Nicotinamide Adenine Dinucleotide (NAD+) improves lung function in rat lung ex-vivo lung perfusion model

Abstract

Abstract Objective Ischemia-reperfusion injury compromises short- and long-term outcome after lung transplantation. The scarce existing data on the natural co-enzyme NAD+ suggest an antagonistic effect on hypoxia induced vasoconstriction, removal capacity on reactive oxygen species, and anti-inflammatory effects. We therefore investigated the impact of NAD+ on ischemic rat lungs during ex-vivo lung perfusion (EVLP). Methods Lungs were retrieved from 12 outbred Sprague Dawley male rats and exposed to 14 hours of cold ischemic storage. All lungs were then perfused in a rat EVLP system for 4 hours. Lung grafts were injected after 1, 2 and 3 hours with 2000 uM NAD + (N = 6) or placebo (N = 6) in the perfusate in proximity of the pulmonary artery. EVLP physiology and biochemistry were monitored.
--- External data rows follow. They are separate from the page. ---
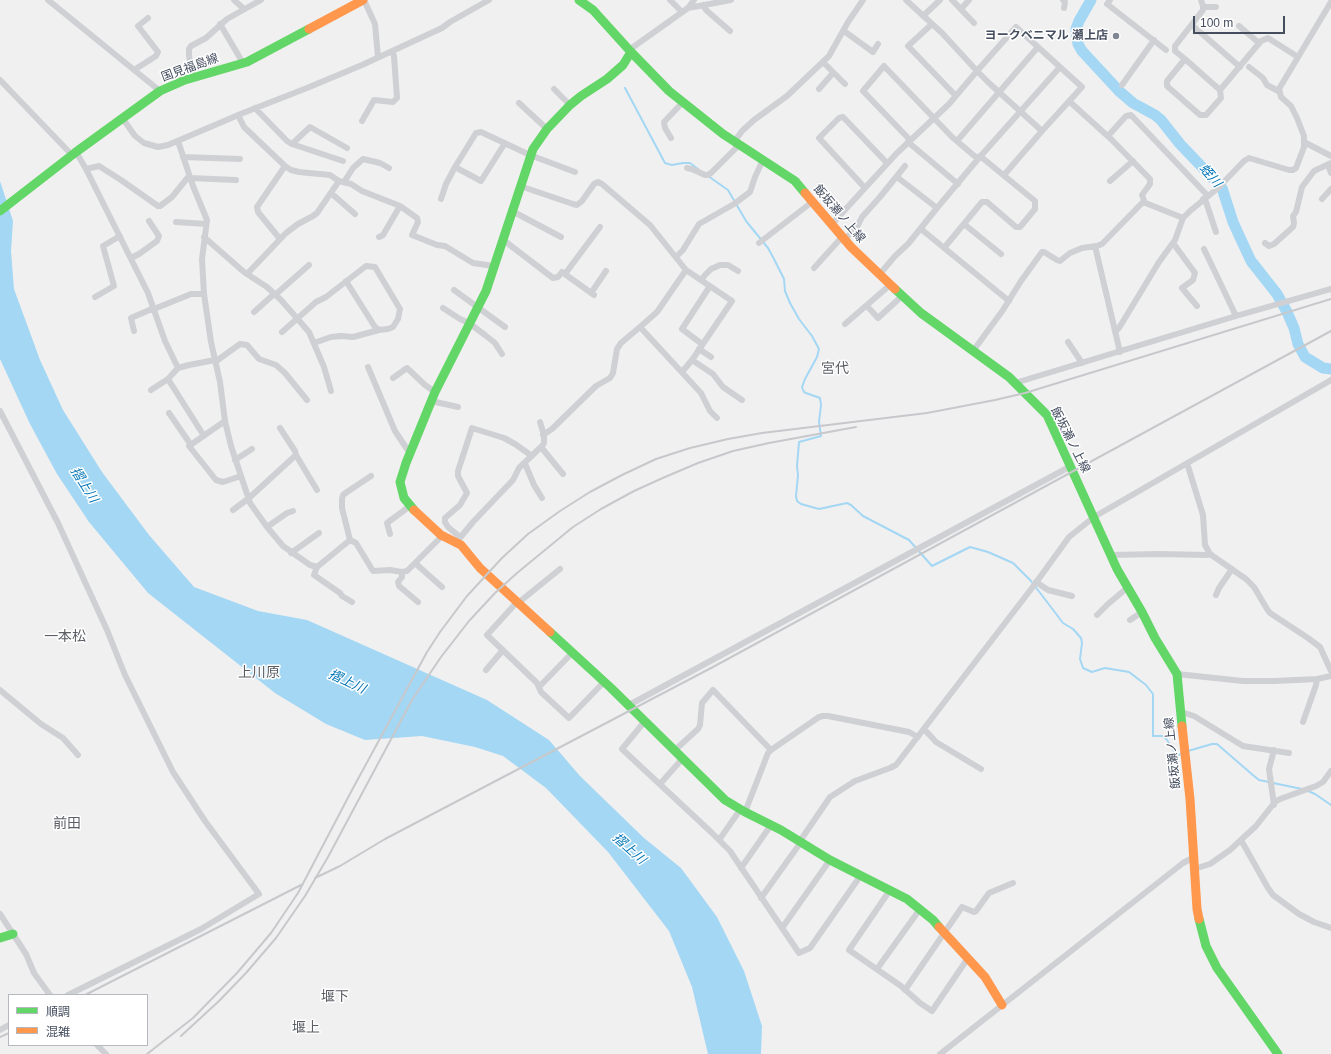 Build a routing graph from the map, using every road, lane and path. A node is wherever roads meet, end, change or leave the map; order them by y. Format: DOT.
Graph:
graph roads {
  1 [pos="48,0"];
  2 [pos="234,0"];
  3 [pos="261,0"];
  4 [pos="361,0"];
  5 [pos="489,0"];
  6 [pos="579,0"];
  7 [pos="670,0"];
  8 [pos="694,0"];
  9 [pos="731,0"];
  10 [pos="863,0"];
  11 [pos="906,0"];
  12 [pos="940,0"];
  13 [pos="952,0"];
  14 [pos="969,0"];
  15 [pos="1062,0"];
  16 [pos="1110,0"];
  17 [pos="1331,2"];
  18 [pos="1202,3"];
  19 [pos="703,5"];
  20 [pos="1216,7"];
  21 [pos="688,8"];
  22 [pos="1064,8"];
  23 [pos="961,9"];
  24 [pos="244,10"];
  25 [pos="682,12"];
  26 [pos="923,16"];
  27 [pos="148,18"];
  28 [pos="974,22"];
  29 [pos="220,24"];
  30 [pos="932,24"];
  31 [pos="1192,25"];
  32 [pos="1240,26"];
  33 [pos="730,31"];
  34 [pos="844,31"];
  35 [pos="1154,40"];
  36 [pos="1260,43"];
  37 [pos="878,44"];
  38 [pos="1038,47"];
  39 [pos="1166,50"];
  40 [pos="392,51"];
  41 [pos="630,51"];
  42 [pos="1298,57"];
  43 [pos="378,58"];
  44 [pos="1185,60"];
  45 [pos="822,62"];
  46 [pos="243,63"];
  47 [pos="1060,67"];
  48 [pos="1240,67"];
  49 [pos="1249,67"];
  50 [pos="134,70"];
  51 [pos="977,71"];
  52 [pos="834,73"];
  53 [pos="192,78"];
  54 [pos="0,80"];
  55 [pos="845,84"];
  56 [pos="1122,84"];
  57 [pos="554,89"];
  58 [pos="819,89"];
  59 [pos="1220,90"];
  60 [pos="160,92"];
  61 [pos="998,92"];
  62 [pos="1280,92"];
  63 [pos="956,96"];
  64 [pos="1069,101"];
  65 [pos="683,102"];
  66 [pos="519,103"];
  67 [pos="570,106"];
  68 [pos="255,108"];
  69 [pos="1021,112"];
  70 [pos="238,115"];
  71 [pos="934,118"];
  72 [pos="123,119"];
  73 [pos="362,121"];
  74 [pos="547,129"];
  75 [pos="1042,131"];
  76 [pos="1108,136"];
  77 [pos="672,138"];
  78 [pos="178,141"];
  79 [pos="909,141"];
  80 [pos="957,141"];
  81 [pos="1304,142"];
  82 [pos="505,143"];
  83 [pos="292,144"];
  84 [pos="736,144"];
  85 [pos="347,148"];
  86 [pos="74,154"];
  87 [pos="530,155"];
  88 [pos="1331,156"];
  89 [pos="184,157"];
  90 [pos="979,157"];
  91 [pos="240,159"];
  92 [pos="763,160"];
  93 [pos="343,161"];
  94 [pos="1133,161"];
  95 [pos="887,163"];
  96 [pos="1329,164"];
  97 [pos="285,166"];
  98 [pos="905,166"];
  99 [pos="455,167"];
  100 [pos="389,168"];
  101 [pos="687,168"];
  102 [pos="86,169"];
  103 [pos="575,172"];
  104 [pos="1331,173"];
  105 [pos="1004,175"];
  106 [pos="190,177"];
  107 [pos="897,177"];
  108 [pos="236,180"];
  109 [pos="341,181"];
  110 [pos="1110,181"];
  111 [pos="958,184"];
  112 [pos="520,186"];
  113 [pos="865,188"];
  114 [pos="1331,189"];
  115 [pos="331,193"];
  116 [pos="1205,197"];
  117 [pos="441,199"];
  118 [pos="1322,199"];
  119 [pos="812,202"];
  120 [pos="1145,203"];
  121 [pos="400,206"];
  122 [pos="938,208"];
  123 [pos="0,211"];
  124 [pos="512,211"];
  125 [pos="355,214"];
  126 [pos="1183,218"];
  127 [pos="149,222"];
  128 [pos="176,222"];
  129 [pos="206,224"];
  130 [pos="832,224"];
  131 [pos="964,224"];
  132 [pos="600,227"];
  133 [pos="921,229"];
  134 [pos="1216,232"];
  135 [pos="120,236"];
  136 [pos="204,237"];
  137 [pos="379,237"];
  138 [pos="561,238"];
  139 [pos="843,238"];
  140 [pos="502,239"];
  141 [pos="280,240"];
  142 [pos="759,243"];
  143 [pos="1173,243"];
  144 [pos="1265,244"];
  145 [pos="1094,246"];
  146 [pos="944,248"];
  147 [pos="1204,249"];
  148 [pos="1001,254"];
  149 [pos="676,257"];
  150 [pos="131,258"];
  151 [pos="309,265"];
  152 [pos="494,266"];
  153 [pos="814,268"];
  154 [pos="686,270"];
  155 [pos="606,271"];
  156 [pos="738,271"];
  157 [pos="247,274"];
  158 [pos="565,274"];
  159 [pos="879,274"];
  160 [pos="701,280"];
  161 [pos="346,281"];
  162 [pos="890,285"];
  163 [pos="710,286"];
  164 [pos="1331,289"];
  165 [pos="454,290"];
  166 [pos="204,294"];
  167 [pos="275,294"];
  168 [pos="902,296"];
  169 [pos="95,297"];
  170 [pos="1009,301"];
  171 [pos="867,306"];
  172 [pos="1197,306"];
  173 [pos="478,307"];
  174 [pos="154,308"];
  175 [pos="443,308"];
  176 [pos="254,312"];
  177 [pos="1236,316"];
  178 [pos="297,319"];
  179 [pos="469,323"];
  180 [pos="845,324"];
  181 [pos="504,326"];
  182 [pos="640,327"];
  183 [pos="379,330"];
  184 [pos="134,331"];
  185 [pos="282,332"];
  186 [pos="1115,332"];
  187 [pos="1068,342"];
  188 [pos="314,343"];
  189 [pos="701,347"];
  190 [pos="973,351"];
  191 [pos="1120,352"];
  192 [pos="502,354"];
  193 [pos="711,357"];
  194 [pos="692,360"];
  195 [pos="215,361"];
  196 [pos="1082,364"];
  197 [pos="368,367"];
  198 [pos="178,368"];
  199 [pos="682,372"];
  200 [pos="393,378"];
  201 [pos="168,379"];
  202 [pos="1331,380"];
  203 [pos="1015,384"];
  204 [pos="151,390"];
  205 [pos="331,391"];
  206 [pos="435,392"];
  207 [pos="307,400"];
  208 [pos="742,400"];
  209 [pos="431,401"];
  210 [pos="458,407"];
  211 [pos="0,411"];
  212 [pos="169,412"];
  213 [pos="717,418"];
  214 [pos="225,422"];
  215 [pos="540,422"];
  216 [pos="280,428"];
  217 [pos="543,435"];
  218 [pos="204,436"];
  219 [pos="191,445"];
  220 [pos="541,447"];
  221 [pos="252,449"];
  222 [pos="411,452"];
  223 [pos="296,455"];
  224 [pos="532,456"];
  225 [pos="235,460"];
  226 [pos="1187,463"];
  227 [pos="523,464"];
  228 [pos="1071,466"];
  229 [pos="563,474"];
  230 [pos="241,476"];
  231 [pos="371,476"];
  232 [pos="317,490"];
  233 [pos="249,498"];
  234 [pos="542,498"];
  235 [pos="410,506"];
  236 [pos="233,510"];
  237 [pos="292,511"];
  238 [pos="1094,517"];
  239 [pos="267,527"];
  240 [pos="319,533"];
  241 [pos="390,534"];
  242 [pos="441,535"];
  243 [pos="458,539"];
  244 [pos="350,540"];
  245 [pos="291,553"];
  246 [pos="1210,554"];
  247 [pos="1111,555"];
  248 [pos="415,563"];
  249 [pos="317,567"];
  250 [pos="560,569"];
  251 [pos="1232,569"];
  252 [pos="402,572"];
  253 [pos="1036,582"];
  254 [pos="442,587"];
  255 [pos="1127,588"];
  256 [pos="1216,595"];
  257 [pos="1072,596"];
  258 [pos="352,602"];
  259 [pos="418,602"];
  260 [pos="518,603"];
  261 [pos="1142,612"];
  262 [pos="1097,615"];
  263 [pos="1130,620"];
  264 [pos="503,650"];
  265 [pos="572,653"];
  266 [pos="486,670"];
  267 [pos="1331,671"];
  268 [pos="1177,674"];
  269 [pos="1331,676"];
  270 [pos="1317,679"];
  271 [pos="604,682"];
  272 [pos="539,687"];
  273 [pos="0,690"];
  274 [pos="629,705"];
  275 [pos="1181,712"];
  276 [pos="645,720"];
  277 [pos="1303,722"];
  278 [pos="924,729"];
  279 [pos="918,737"];
  280 [pos="675,750"];
  281 [pos="771,750"];
  282 [pos="1274,750"];
  283 [pos="1289,753"];
  284 [pos="78,755"];
  285 [pos="683,758"];
  286 [pos="981,769"];
  287 [pos="1331,771"];
  288 [pos="660,784"];
  289 [pos="1274,805"];
  290 [pos="742,811"];
  291 [pos="771,825"];
  292 [pos="719,840"];
  293 [pos="1241,840"];
  294 [pos="801,841"];
  295 [pos="1194,858"];
  296 [pos="830,860"];
  297 [pos="741,868"];
  298 [pos="1194,869"];
  299 [pos="861,875"];
  300 [pos="1013,883"];
  301 [pos="890,890"];
  302 [pos="762,898"];
  303 [pos="920,909"];
  304 [pos="0,914"];
  305 [pos="782,928"];
  306 [pos="1331,928"];
  307 [pos="945,933"];
  308 [pos="13,934"];
  309 [pos="0,938"];
  310 [pos="968,958"];
  311 [pos="877,969"];
  312 [pos="905,990"];
  313 [pos="49,994"];
  314 [pos="70,994"];
  315 [pos="1002,1005"];
  316 [pos="98,1046"];
  317 [pos="106,1054"];
  318 [pos="940,1054"];
  319 [pos="1278,1054"];
  1 -- 50 [label="street"];
  2 -- 24 [label="street"];
  3 -- 24 [label="street"];
  4 -- 43 [label="street"];
  4 -- 46 [label="main road, 国見福島線"];
  5 -- 40 [label="street"];
  6 -- 41 [label="main road, 飯坂瀬ノ上線"];
  7 -- 25 [label="street"];
  8 -- 21 [label="street"];
  9 -- 19 [label="street"];
  10 -- 34 [label="street"];
  11 -- 26 [label="street"];
  12 -- 26 [label="street"];
  13 -- 23 [label="street"];
  14 -- 23 [label="street"];
  15 -- 22 [label="street"];
  16 -- 35 [label="street"];
  17 -- 42 [label="street"];
  18 -- 20 [label="street"];
  18 -- 31 [label="street"];
  19 -- 21 [label="street"];
  19 -- 33 [label="street"];
  21 -- 25 [label="street"];
  23 -- 28 [label="street"];
  24 -- 29 [label="street"];
  25 -- 41 [label="street"];
  26 -- 30 [label="street"];
  27 -- 50 [label="street"];
  29 -- 46 [label="street"];
  29 -- 53 [label="street"];
  30 -- 51 [label="street"];
  30 -- 63 [label="street"];
  31 -- 44 [label="street"];
  31 -- 48 [label="street"];
  32 -- 36 [label="street"];
  34 -- 37 [label="street"];
  34 -- 45 [label="street"];
  35 -- 39 [label="street"];
  35 -- 56 [label="street"];
  36 -- 42 [label="street"];
  36 -- 48 [label="street"];
  38 -- 47 [label="street"];
  38 -- 51 [label="street"];
  38 -- 61 [label="street"];
  40 -- 43 [label="street"];
  40 -- 73 [label="street"];
  41 -- 65 [label="main road, 飯坂瀬ノ上線"];
  41 -- 67 [label="main road"];
  42 -- 62 [label="street"];
  43 -- 68 [label="street"];
  44 -- 59 [label="street"];
  44 -- 59 [label="street"];
  45 -- 52 [label="street"];
  45 -- 84 [label="street"];
  46 -- 53 [label="main road, 国見福島線"];
  47 -- 64 [label="street"];
  47 -- 69 [label="street"];
  48 -- 59 [label="street"];
  49 -- 62 [label="street"];
  50 -- 60 [label="street"];
  51 -- 61 [label="street"];
  51 -- 63 [label="street"];
  52 -- 55 [label="street"];
  52 -- 58 [label="street"];
  53 -- 60 [label="main road, 国見福島線"];
  54 -- 86 [label="street"];
  57 -- 67 [label="street"];
  60 -- 72 [label="main road, 国見福島線"];
  61 -- 69 [label="street"];
  61 -- 80 [label="street"];
  62 -- 81 [label="street"];
  63 -- 71 [label="street"];
  64 -- 75 [label="street"];
  64 -- 76 [label="street"];
  65 -- 77 [label="street"];
  65 -- 84 [label="main road, 飯坂瀬ノ上線"];
  66 -- 74 [label="street"];
  67 -- 74 [label="main road"];
  68 -- 70 [label="street"];
  68 -- 83 [label="street"];
  69 -- 75 [label="street"];
  69 -- 90 [label="street"];
  70 -- 78 [label="street"];
  70 -- 97 [label="street"];
  71 -- 79 [label="street"];
  71 -- 79 [label="street"];
  71 -- 80 [label="street"];
  72 -- 78 [label="street"];
  72 -- 86 [label="main road, 国見福島線"];
  74 -- 87 [label="main road"];
  75 -- 105 [label="street"];
  76 -- 94 [label="street"];
  76 -- 116 [label="street"];
  78 -- 89 [label="street"];
  79 -- 95 [label="street"];
  79 -- 111 [label="street"];
  80 -- 90 [label="street"];
  81 -- 88 [label="street"];
  81 -- 116 [label="street"];
  82 -- 87 [label="street"];
  82 -- 99 [label="street"];
  82 -- 99 [label="street"];
  83 -- 85 [label="street"];
  83 -- 93 [label="street"];
  84 -- 92 [label="main road, 飯坂瀬ノ上線"];
  84 -- 101 [label="street"];
  86 -- 102 [label="street"];
  86 -- 123 [label="main road, 国見福島線"];
  87 -- 103 [label="street"];
  87 -- 112 [label="main road"];
  89 -- 91 [label="street"];
  89 -- 106 [label="street"];
  90 -- 105 [label="street"];
  90 -- 111 [label="street"];
  92 -- 119 [label="main road, 飯坂瀬ノ上線"];
  92 -- 149 [label="street"];
  94 -- 110 [label="street"];
  94 -- 120 [label="street"];
  95 -- 113 [label="street"];
  95 -- 113 [label="street"];
  96 -- 104 [label="street"];
  96 -- 144 [label="street"];
  97 -- 109 [label="street"];
  97 -- 141 [label="street"];
  98 -- 107 [label="street"];
  99 -- 117 [label="street"];
  100 -- 109 [label="street"];
  102 -- 106 [label="street"];
  102 -- 135 [label="street"];
  105 -- 131 [label="street"];
  106 -- 108 [label="street"];
  106 -- 129 [label="street"];
  107 -- 122 [label="street"];
  107 -- 139 [label="street"];
  109 -- 115 [label="street"];
  109 -- 121 [label="street"];
  111 -- 122 [label="street"];
  112 -- 124 [label="main road"];
  112 -- 149 [label="street"];
  113 -- 130 [label="street"];
  114 -- 118 [label="street"];
  115 -- 125 [label="street"];
  115 -- 141 [label="street"];
  116 -- 126 [label="street"];
  116 -- 134 [label="street"];
  119 -- 130 [label="main road, 飯坂瀬ノ上線"];
  119 -- 142 [label="street"];
  120 -- 126 [label="street"];
  120 -- 145 [label="street"];
  121 -- 137 [label="street"];
  121 -- 152 [label="street"];
  122 -- 133 [label="street"];
  124 -- 138 [label="street"];
  124 -- 140 [label="main road"];
  126 -- 143 [label="street"];
  127 -- 150 [label="street"];
  128 -- 129 [label="street"];
  129 -- 136 [label="street"];
  130 -- 139 [label="main road, 飯坂瀬ノ上線"];
  131 -- 146 [label="street"];
  131 -- 148 [label="street"];
  132 -- 158 [label="street"];
  133 -- 146 [label="street"];
  133 -- 159 [label="street"];
  135 -- 150 [label="street"];
  135 -- 169 [label="street"];
  136 -- 157 [label="street"];
  136 -- 166 [label="street"];
  139 -- 153 [label="street"];
  139 -- 159 [label="main road, 飯坂瀬ノ上線"];
  140 -- 152 [label="main road"];
  140 -- 158 [label="street"];
  141 -- 157 [label="street"];
  143 -- 172 [label="street"];
  143 -- 186 [label="street"];
  145 -- 170 [label="street"];
  145 -- 186 [label="street"];
  146 -- 170 [label="street"];
  147 -- 177 [label="street"];
  149 -- 154 [label="street"];
  150 -- 174 [label="street"];
  151 -- 167 [label="street"];
  152 -- 173 [label="main road"];
  154 -- 160 [label="street"];
  154 -- 182 [label="street"];
  155 -- 158 [label="street"];
  156 -- 160 [label="street"];
  157 -- 167 [label="street"];
  159 -- 162 [label="main road, 飯坂瀬ノ上線"];
  160 -- 163 [label="street"];
  161 -- 178 [label="street"];
  161 -- 183 [label="street"];
  161 -- 183 [label="street"];
  162 -- 168 [label="main road, 飯坂瀬ノ上線"];
  162 -- 171 [label="street"];
  163 -- 189 [label="street"];
  163 -- 189 [label="street"];
  164 -- 177 [label="street"];
  165 -- 173 [label="street"];
  166 -- 174 [label="street"];
  166 -- 195 [label="street"];
  167 -- 176 [label="street"];
  167 -- 178 [label="street"];
  168 -- 171 [label="street"];
  168 -- 190 [label="main road, 飯坂瀬ノ上線"];
  170 -- 190 [label="street"];
  171 -- 180 [label="street"];
  173 -- 179 [label="main road"];
  173 -- 181 [label="street"];
  174 -- 184 [label="street"];
  174 -- 198 [label="street"];
  175 -- 179 [label="street"];
  177 -- 191 [label="street"];
  178 -- 185 [label="street"];
  178 -- 188 [label="street"];
  179 -- 192 [label="street"];
  179 -- 206 [label="main road"];
  182 -- 199 [label="street"];
  182 -- 217 [label="street"];
  183 -- 188 [label="street"];
  186 -- 191 [label="street"];
  187 -- 196 [label="street"];
  188 -- 205 [label="street"];
  189 -- 193 [label="street"];
  189 -- 194 [label="street"];
  190 -- 203 [label="main road, 飯坂瀬ノ上線"];
  191 -- 196 [label="street"];
  194 -- 199 [label="street"];
  194 -- 208 [label="street"];
  195 -- 198 [label="street"];
  195 -- 207 [label="street"];
  195 -- 214 [label="street"];
  196 -- 203 [label="street"];
  197 -- 222 [label="street"];
  198 -- 201 [label="street"];
  199 -- 213 [label="street"];
  200 -- 206 [label="street"];
  201 -- 204 [label="street"];
  201 -- 218 [label="street"];
  202 -- 226 [label="street"];
  203 -- 228 [label="main road, 飯坂瀬ノ上線"];
  206 -- 209 [label="main road"];
  209 -- 210 [label="street"];
  209 -- 222 [label="main road"];
  211 -- 314 [label="street"];
  212 -- 219 [label="street"];
  214 -- 218 [label="street"];
  214 -- 225 [label="street"];
  215 -- 217 [label="street"];
  216 -- 223 [label="street"];
  217 -- 220 [label="street"];
  218 -- 219 [label="street"];
  219 -- 230 [label="street"];
  220 -- 224 [label="street"];
  220 -- 229 [label="street"];
  221 -- 225 [label="street"];
  222 -- 235 [label="main road"];
  223 -- 232 [label="street"];
  223 -- 233 [label="street"];
  224 -- 227 [label="street"];
  224 -- 243 [label="street"];
  225 -- 230 [label="street"];
  226 -- 238 [label="street"];
  226 -- 246 [label="street"];
  227 -- 234 [label="street"];
  227 -- 243 [label="street"];
  228 -- 238 [label="main road, 飯坂瀬ノ上線"];
  228 -- 274 [label="street"];
  230 -- 233 [label="street"];
  231 -- 244 [label="street"];
  233 -- 236 [label="street"];
  233 -- 239 [label="street"];
  235 -- 241 [label="street"];
  235 -- 242 [label="main road"];
  237 -- 239 [label="street"];
  238 -- 247 [label="main road, 飯坂瀬ノ上線"];
  238 -- 253 [label="street"];
  239 -- 245 [label="street"];
  240 -- 245 [label="street"];
  242 -- 243 [label="main road"];
  242 -- 248 [label="street"];
  243 -- 260 [label="main road"];
  244 -- 249 [label="street"];
  244 -- 252 [label="street"];
  245 -- 249 [label="street"];
  246 -- 247 [label="street"];
  246 -- 251 [label="street"];
  247 -- 255 [label="main road, 飯坂瀬ノ上線"];
  248 -- 252 [label="street"];
  248 -- 254 [label="street"];
  249 -- 258 [label="street"];
  250 -- 260 [label="street"];
  251 -- 256 [label="street"];
  251 -- 267 [label="street"];
  252 -- 259 [label="street"];
  253 -- 257 [label="street"];
  253 -- 278 [label="street"];
  255 -- 261 [label="main road, 飯坂瀬ノ上線"];
  255 -- 262 [label="street"];
  260 -- 264 [label="street"];
  260 -- 265 [label="main road"];
  261 -- 263 [label="street"];
  261 -- 268 [label="main road, 飯坂瀬ノ上線"];
  264 -- 266 [label="street"];
  264 -- 272 [label="street"];
  265 -- 271 [label="main road"];
  265 -- 272 [label="street"];
  268 -- 270 [label="street"];
  268 -- 275 [label="main road, 飯坂瀬ノ上線"];
  269 -- 270 [label="street"];
  270 -- 277 [label="street"];
  271 -- 272 [label="street"];
  271 -- 274 [label="main road"];
  273 -- 284 [label="street"];
  274 -- 276 [label="main road"];
  275 -- 282 [label="street"];
  275 -- 295 [label="main road, 飯坂瀬ノ上線"];
  276 -- 280 [label="main road"];
  276 -- 288 [label="street"];
  278 -- 279 [label="street"];
  278 -- 286 [label="street"];
  279 -- 281 [label="street"];
  279 -- 294 [label="street"];
  280 -- 281 [label="street"];
  280 -- 285 [label="main road"];
  281 -- 290 [label="street"];
  282 -- 283 [label="street"];
  282 -- 289 [label="street"];
  285 -- 288 [label="street"];
  285 -- 290 [label="main road"];
  287 -- 289 [label="street"];
  288 -- 292 [label="street"];
  289 -- 293 [label="street"];
  290 -- 291 [label="main road"];
  290 -- 292 [label="street"];
  291 -- 294 [label="main road"];
  291 -- 297 [label="street"];
  292 -- 297 [label="street"];
  293 -- 298 [label="street"];
  293 -- 306 [label="street"];
  294 -- 296 [label="main road"];
  294 -- 302 [label="street"];
  295 -- 298 [label="main road, 飯坂瀬ノ上線"];
  295 -- 315 [label="street"];
  296 -- 299 [label="main road"];
  296 -- 305 [label="street"];
  297 -- 302 [label="street"];
  298 -- 319 [label="main road, 飯坂瀬ノ上線"];
  299 -- 301 [label="main road"];
  299 -- 305 [label="street"];
  300 -- 307 [label="street"];
  301 -- 303 [label="main road"];
  301 -- 311 [label="street"];
  302 -- 305 [label="street"];
  303 -- 307 [label="main road"];
  303 -- 311 [label="street"];
  304 -- 308 [label="street"];
  307 -- 310 [label="main road"];
  307 -- 312 [label="street"];
  308 -- 309 [label="main road"];
  308 -- 313 [label="street"];
  310 -- 312 [label="street"];
  310 -- 315 [label="main road"];
  311 -- 312 [label="street"];
  315 -- 318 [label="street"];
  316 -- 317 [label="street"];
}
Results During the 4 hours of EVLP, the lung function increased significantly in the NAD+ group when compared to the placebo group. We monitored a higher vascular flow (p = 0.018), a lower mean pulmonary pressure (p = 0.007) and increased oxygenation capacity (p = 0.003). Lung compliance and weight were comparable. Tissue inflammation measured by myeloperoxidase was significantly lower in the NAD+ group (p = 0.015). In the perfusate, we observed in the NAD+ group significantly lower levels of pro-inflammatory interleukin-18 (p = 0.033) and a trend towards high levels of anti-inflammatory interleukin-10 (p = 0.080) and low levels of pro-inflammatory interleukin-12 (p = 0.146). Conclusion Findings from this preliminary study demonstrated that NAD+ is a promising agent with both anti-inflammatory properties and the ability to improve ischemic lung function. This observation should be validated in a large animal model.